Less than nine months after the mobile app launch, the PC Plus program has reached one-third of Canadian households, according to FICO. In total, the program counts about 6 million members.
https://www.youtube.com/watch?v=nAT_b1xK9SQ
Loblaw President Galen Weston is featured in this advertising spot introducing PC Plus, which takes the concept of personalized shopping to a whole new level.
Loblaw taps FICO’s software to automate what offers are delivered to its customers on a weekly basis. To do so, it sends customers’ transactional data to FICO, applies a set of business rules that apply to certain objectives, and then outputs scores for each customer matched to each product in Loblaw’s inventory.
By the numbers, FICO produced 10 billion individual scores every week that results in 35 million different product recommendations being made to customers. All that back-end number crunching is invisible to the shopper that loads their offers via smartphone, says Michael Testa, principal consultant for marketing solutions at FICO.
“If you have a particular type of mustard you like and you buy it, you’ll get an offer on that,” he says. “We’re not pushing fish on you if you don’t like fish, we’re giving offers to you that you want to buy.”
Loblaw provides the transaction data in an anonymous pool, Testa says, so grocery buying lists are associated only with a unique number, not a name and identity.
Loblaw was awarded by a group of independent judges for FICO’s awards program because of the unique nature of the program, Testa says. “There really isn’t any other retailer out there, not only in Canada, but globally, that’s doing this type of personalization on this sort of scale.”
In the heated mega-store market where grocers and retailers alike are constantly broadening the number of products they offer under one roof in an attempt to grab a bigger share of each shopper’s wallet, a personalized offers engine can be a powerful incentive for shoppers to pick up more of their consumables at a Loblaw’s location, McDonough says.
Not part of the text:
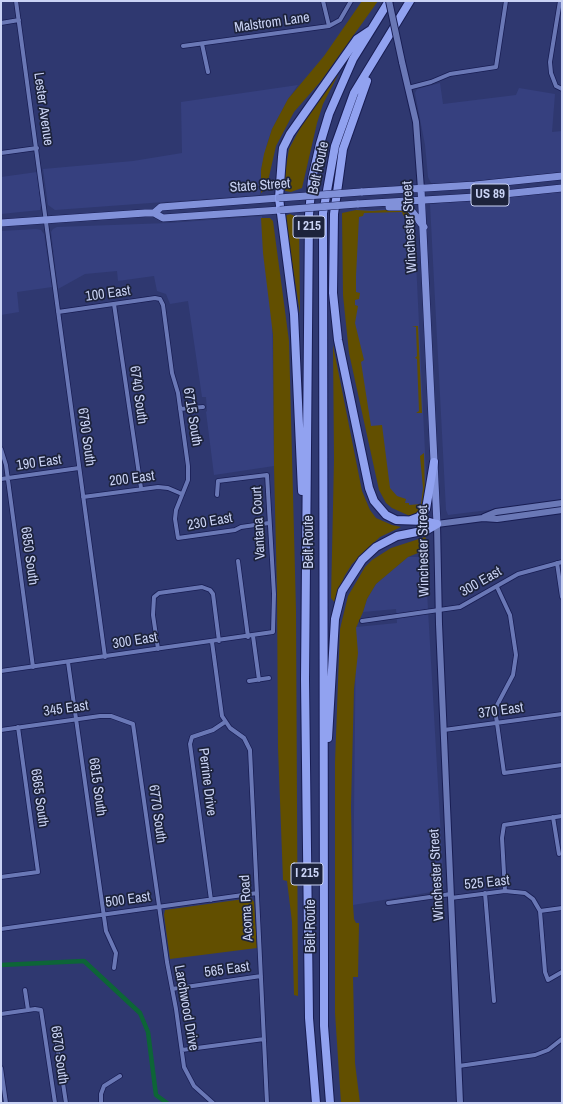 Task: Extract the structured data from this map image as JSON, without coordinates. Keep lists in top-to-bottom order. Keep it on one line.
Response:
{"streets":{"highway":["Belt Route","I 215"],"main road":["State Street","US 89","Winchester Street"],"street":["Malstrom Lane","Lester Avenue","100 East","6740 South","6715 South","6790 South","190 East","200 East","230 East","Vantana Court","6850 South","300 East","345 East","370 East","Perrine Drive","6815 South","6865 South","6770 South","525 East","500 East","Acoma Road","565 East","Larchwood Drive","6870 South"]},"crossings":[["Lester Avenue","State Street"],["Lester Avenue","6790 South"],["Belt Route","Winchester Street"],["State Street","Winchester Street"],["State Street","6790 South"],["Winchester Street","300 East"],["Winchester Street","370 East"],["Winchester Street","525 East"],["100 East","6740 South"],["100 East","6715 South"],["100 East","6790 South"],["6740 South","200 East"],["6715 South","200 East"],["6715 South","230 East"],["6790 South","190 East"],["6790 South","200 East"],["6790 South","300 East"],["190 East","6850 South"],["230 East","Vantana Court"],["Vantana Court","300 East"],["6850 South","300 East"],["300 East","6815 South"],["345 East","6815 South"],["345 East","6865 South"],["345 East","6770 South"],["Perrine Drive","500 East"],["Perrine Drive","Acoma Road"],["6815 South","500 East"],["6770 South","500 East"],["6770 South","Larchwood Drive"],["500 East","Acoma Road"],["500 East","Larchwood Drive"],["Acoma Road","565 East"],["565 East","Larchwood Drive"]]}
“You don’t want to be price competitive in a world where Wal-Mart is selling groceries,” he says. “It has to come through these efforts like personalized marketing campaigns.”
FICO’s decision-making automation technology has been made use of by the financial industry for fraud detection and evaluating credit risk, McDonough says. Loblaw has created a competitive advantage by tapping into as a marketing intelligence tool.
But what if another competitor caught on to the same approach?
“They’d be right back to that Cold War standoff,” he says.